Retype the data exactly, skipping any picture in it.

─── Task data ───

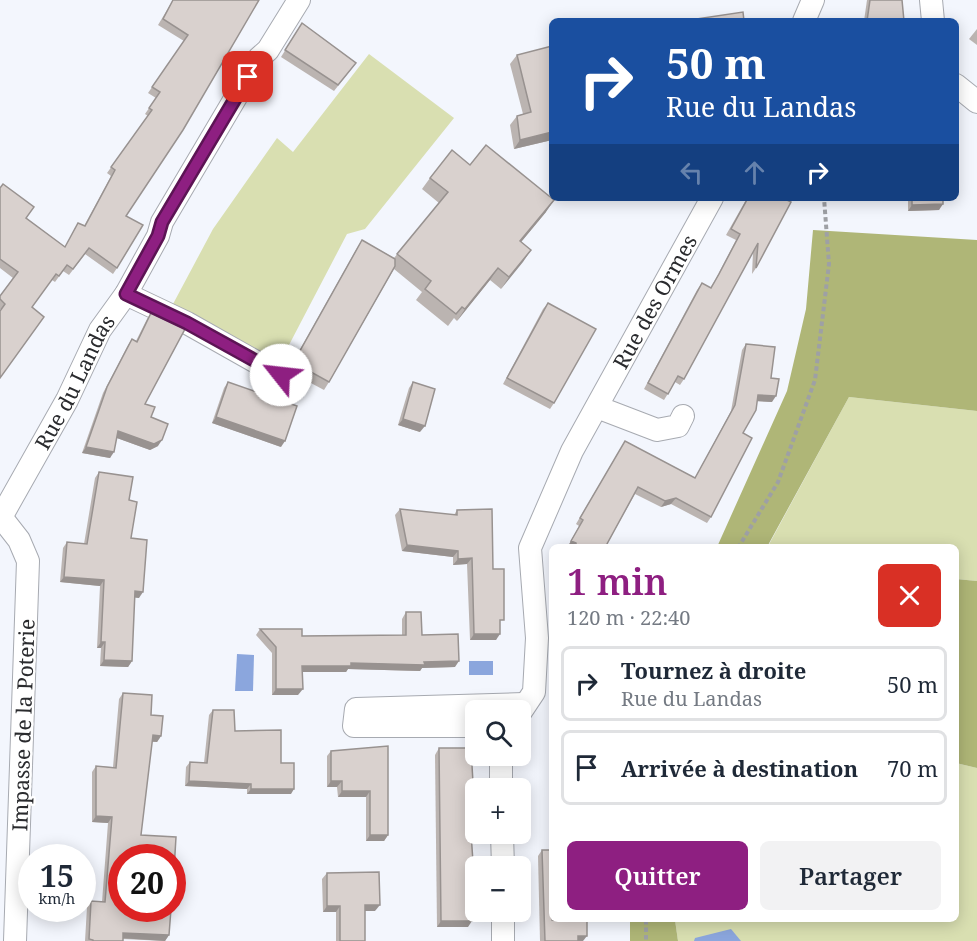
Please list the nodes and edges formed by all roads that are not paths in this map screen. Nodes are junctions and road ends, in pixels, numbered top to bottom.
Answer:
1 (299, 0) edge
2 (813, 0) edge
3 (931, 0) edge
4 (805, 18) edge
5 (933, 18) edge
6 (959, 87) edge
7 (977, 102) edge
8 (710, 201) edge
9 (126, 294) junction
10 (281, 375) dead end
11 (597, 407) junction
12 (682, 416) dead end
13 (1, 518) edge
14 (528, 700) edge
15 (465, 708) edge
16 (465, 726) edge
17 (503, 922) edge
18 (15, 941) edge
19 (503, 941) edge

1 - 9 street, Rue du Landas
2 - 4 street
3 - 5 street
6 - 7 street
8 - 11 street, Rue des Ormes
9 - 10 street
9 - 13 street, Rue du Landas
11 - 12 street
11 - 14 street, Rue des Ormes
13 - 18 street, Impasse de la Poterie
15 - 16 street, Rue des Ormes
17 - 19 street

───

Result for this exercise:
Please list the nodes and edges formed by all roads that are not paths in this map screen. Nodes are junctions and road ends, in pixels, numbered top to bottom.
Answer:
1 (299, 0) edge
2 (813, 0) edge
3 (931, 0) edge
4 (805, 18) edge
5 (933, 18) edge
6 (959, 87) edge
7 (977, 102) edge
8 (710, 201) edge
9 (126, 294) junction
10 (281, 375) dead end
11 (597, 407) junction
12 (682, 416) dead end
13 (1, 518) edge
14 (528, 700) edge
15 (465, 708) edge
16 (465, 726) edge
17 (503, 922) edge
18 (15, 941) edge
19 (503, 941) edge

1 - 9 street, Rue du Landas
2 - 4 street
3 - 5 street
6 - 7 street
8 - 11 street, Rue des Ormes
9 - 10 street
9 - 13 street, Rue du Landas
11 - 12 street
11 - 14 street, Rue des Ormes
13 - 18 street, Impasse de la Poterie
15 - 16 street, Rue des Ormes
17 - 19 street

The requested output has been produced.